Aqui eu lanço uma pergunta que também se aplicaria perfeitamente ao Brasil. Diante da selvageria que se viu em pleno coração do Primeiro Mundo, será que esse modelo de novo pai que se está a propor é adequado? Viu-se na televisão a galhardia com que os baderneiros desafiavam a ordem vigente, não se importando com a polícia ou qualquer tipo de sanção. 24% dos condenados na Inglaterra recebem penas que não a detenção e, portanto, mais leves (Como aliás é a tendência no Brasil com o novo Código de Processo Penal, a de evitar a prisão e impor medidas alternativas). Será que não seria mais producente se nossos filhos tivessem um medo reverencial dos pais?

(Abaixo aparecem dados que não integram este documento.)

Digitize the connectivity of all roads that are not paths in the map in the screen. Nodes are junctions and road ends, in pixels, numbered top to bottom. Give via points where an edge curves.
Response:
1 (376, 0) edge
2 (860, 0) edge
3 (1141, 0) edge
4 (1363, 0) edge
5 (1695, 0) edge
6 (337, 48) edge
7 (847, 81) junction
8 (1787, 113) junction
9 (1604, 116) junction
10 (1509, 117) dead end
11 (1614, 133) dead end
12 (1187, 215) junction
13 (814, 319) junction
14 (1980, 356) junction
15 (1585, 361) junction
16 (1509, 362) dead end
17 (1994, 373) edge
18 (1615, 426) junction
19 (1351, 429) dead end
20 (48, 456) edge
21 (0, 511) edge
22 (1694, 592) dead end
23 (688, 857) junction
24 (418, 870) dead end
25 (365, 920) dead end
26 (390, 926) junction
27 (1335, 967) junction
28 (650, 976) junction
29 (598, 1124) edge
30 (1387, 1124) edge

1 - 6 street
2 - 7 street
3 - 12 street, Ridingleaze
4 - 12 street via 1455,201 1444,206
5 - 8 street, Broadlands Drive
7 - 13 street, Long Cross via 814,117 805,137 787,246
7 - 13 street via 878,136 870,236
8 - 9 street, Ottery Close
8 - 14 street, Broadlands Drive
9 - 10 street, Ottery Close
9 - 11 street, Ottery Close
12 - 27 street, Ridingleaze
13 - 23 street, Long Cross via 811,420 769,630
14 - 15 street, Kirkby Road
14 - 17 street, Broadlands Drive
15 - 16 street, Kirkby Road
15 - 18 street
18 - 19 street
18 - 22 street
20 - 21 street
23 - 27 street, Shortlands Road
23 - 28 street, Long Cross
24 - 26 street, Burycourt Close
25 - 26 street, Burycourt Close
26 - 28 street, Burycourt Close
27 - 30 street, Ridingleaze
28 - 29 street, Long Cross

Será que a democracia política não seria mais bem servida se nossas famílias fossem capazes de criar filhos que tivessem clara noção do que é certo e do que é errado, que tivessem medo de serem punidos pelos pais por cometerem infrações e quando chegassem à idade adulta também tivessem medo da polícia e seguissem a lei?
Isso me vem à cabeça quando penso que tais indivíduos que roubaram, queimaram e amedrontaram não passam fome, têm lugar para morar, ainda que não lá muito bom. Fizeram isso dando vazão a seus instintos selvagens em larga medida, mesmo que usem a justificativa espúria de que estavam protestando pela morte de um jovem por policiais. Afinal se querem criticar as arbitrariedades da polícia que façam protestos em frente ao parlamento, mandem petições, pressionem os órgãos de investigação para que a verdade seja revelada. Quebrar tudo ao redor da maneira como foi feito a mim parece que o que faltou a esses indivíduos foi menos direitos, que hoje se resumem ao direito de consumir, e mais obrigações, obrigação de respeitar os pais, de respeitar os professores. E a culpa está tanto nos adultos quanto nos professores e em geral em todas as autoridades que deixam de exercer seu papel de cobrar, de exigir um certo padrão de comportamento das crianças e insistem só no lado zen da educação, que é ser legal, ser amoroso, ser compreensivo.
O ser humano precisa ser civilizado e a civilização é uma conquista que custa sangue suor e lágrimas como diria o famoso Winston Churchill. O que não podemos continuar é nessa ilha da fantasia em que a sociedade de consumo nos coloca, só feita de gratificações e direitos. Quando se abre a caixa de Pandora o resultado é muito desagradável de se ver. Perdoem-me os leitores do Montblatt pelas minhas idéias antiquadas, mas sou a favor de umas belas chapuletadas nas crianças, que lhes inculquem não só valores como a capacidade de desafiarem os valores dos pais e construírem seus próprios. O que não pode é este niilismo que se vê, esta anomia. Isso pode acabar muito mal.